Tarheel High Points

(originally published September/October 1998 Blue Ridge Country)

 

The sheer number of high mountains in western North Carolina leaves many visitors wondering which peak is which. The following aren't necessarily the highest or most popular, but just a sample of all the Tar Heel State offers:


Mount Mitchell (6,684')

Mt. Mitchell summit (1997)

  • The highest peak east of the Black Hills of South Dakota.
  • Located on NC 128 off the Blue Ridge Parkway in the Black Mountains (milepost 355).
  • Measured in 1835 by Elisha Mitchell, a scientist, professor, and minister who destroyed the long-held assumption that New Hampshire’s Mt. Washington was highest.
  • Heavily logged in the 1910s.

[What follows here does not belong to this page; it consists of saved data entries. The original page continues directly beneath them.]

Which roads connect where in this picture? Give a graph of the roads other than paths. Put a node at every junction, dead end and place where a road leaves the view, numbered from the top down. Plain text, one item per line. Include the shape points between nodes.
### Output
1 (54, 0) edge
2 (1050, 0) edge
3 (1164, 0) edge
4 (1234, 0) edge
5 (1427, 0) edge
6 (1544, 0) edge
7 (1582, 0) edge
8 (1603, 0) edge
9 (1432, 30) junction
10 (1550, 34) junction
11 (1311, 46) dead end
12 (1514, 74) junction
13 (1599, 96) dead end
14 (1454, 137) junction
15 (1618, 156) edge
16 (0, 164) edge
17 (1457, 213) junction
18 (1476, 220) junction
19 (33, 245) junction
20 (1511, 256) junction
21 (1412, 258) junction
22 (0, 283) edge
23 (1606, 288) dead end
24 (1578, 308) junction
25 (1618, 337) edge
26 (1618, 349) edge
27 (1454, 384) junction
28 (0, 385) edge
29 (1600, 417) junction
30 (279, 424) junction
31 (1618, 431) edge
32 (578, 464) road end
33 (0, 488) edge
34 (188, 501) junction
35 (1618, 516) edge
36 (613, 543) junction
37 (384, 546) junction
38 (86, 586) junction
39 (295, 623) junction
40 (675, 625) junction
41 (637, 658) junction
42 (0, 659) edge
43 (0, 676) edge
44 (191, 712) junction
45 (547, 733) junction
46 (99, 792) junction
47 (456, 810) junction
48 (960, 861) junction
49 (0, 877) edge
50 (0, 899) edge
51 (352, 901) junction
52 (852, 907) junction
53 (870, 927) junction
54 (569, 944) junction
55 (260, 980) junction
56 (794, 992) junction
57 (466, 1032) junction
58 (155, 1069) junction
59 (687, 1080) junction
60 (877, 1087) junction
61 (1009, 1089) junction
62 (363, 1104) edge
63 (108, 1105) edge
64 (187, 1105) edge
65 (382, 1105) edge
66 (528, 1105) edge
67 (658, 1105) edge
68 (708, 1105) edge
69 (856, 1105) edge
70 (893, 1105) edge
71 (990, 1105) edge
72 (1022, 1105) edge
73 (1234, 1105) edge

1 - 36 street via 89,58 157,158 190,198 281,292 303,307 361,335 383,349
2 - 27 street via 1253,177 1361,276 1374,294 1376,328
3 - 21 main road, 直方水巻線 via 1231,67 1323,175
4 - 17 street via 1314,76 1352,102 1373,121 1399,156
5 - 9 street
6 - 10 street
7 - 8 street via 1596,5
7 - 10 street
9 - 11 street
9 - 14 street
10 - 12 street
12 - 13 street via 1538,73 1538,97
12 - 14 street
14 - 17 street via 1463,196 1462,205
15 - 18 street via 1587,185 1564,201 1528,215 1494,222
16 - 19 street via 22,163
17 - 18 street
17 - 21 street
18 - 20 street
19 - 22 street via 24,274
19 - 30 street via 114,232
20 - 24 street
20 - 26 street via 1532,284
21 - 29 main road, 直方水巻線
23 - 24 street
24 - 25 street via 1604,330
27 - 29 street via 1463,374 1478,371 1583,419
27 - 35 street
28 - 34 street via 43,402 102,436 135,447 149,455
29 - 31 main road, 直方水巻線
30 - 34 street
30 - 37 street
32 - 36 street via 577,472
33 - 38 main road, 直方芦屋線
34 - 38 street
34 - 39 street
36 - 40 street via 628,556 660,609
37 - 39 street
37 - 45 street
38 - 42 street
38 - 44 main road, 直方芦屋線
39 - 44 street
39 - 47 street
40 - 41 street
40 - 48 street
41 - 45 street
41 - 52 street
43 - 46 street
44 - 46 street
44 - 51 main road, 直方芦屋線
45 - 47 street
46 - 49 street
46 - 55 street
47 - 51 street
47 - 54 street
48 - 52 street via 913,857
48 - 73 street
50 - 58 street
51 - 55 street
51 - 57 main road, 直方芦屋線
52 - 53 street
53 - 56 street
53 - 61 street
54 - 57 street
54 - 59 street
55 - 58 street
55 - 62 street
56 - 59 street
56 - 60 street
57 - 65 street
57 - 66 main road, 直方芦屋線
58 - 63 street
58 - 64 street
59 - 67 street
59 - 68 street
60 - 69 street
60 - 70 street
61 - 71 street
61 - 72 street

Though replanted, its high-elevation forests are now plagued by the balsam woolly adelgid, acid deposition, and low-level ozone (increasing the natural stress of harsh winter weather).
  • Features a 1,600-acre state park with campsites, a restaurant, views of five states and Dr. Mitchell’s tomb on the summit. “The mountain is [Mitchell’s] monument,” wrote 19th-century author Charles Dudley Warner. “It is the most majestic, most lonesome grave on earth.”

Mount Craig (6,647')

Mt. Craig summit

  • Possibly the second-highest peak in the east (but see Clingman’s Dome, below.)
  • Located a mile from Mt. Mitchell on the panoramic Black Mountain Crest Trail, one of the roughest in the state. The rocky, rooty 12-mile path crosses 10 peaks of 6,000-plus feet before descending into Bowlens Creek near Burnsville.
  • Honors Governor Locke Craig, who helped form Mt. Mitchell State Park in 1915. Destructive logging drove him to declare, “It was on a place like [Mt. Mitchell] that Moses communed with God. . . He has given this sacred place to us, and we should do our best to preserve it.” A special commission secured 500 acres for North Carolina’s first state park the following year.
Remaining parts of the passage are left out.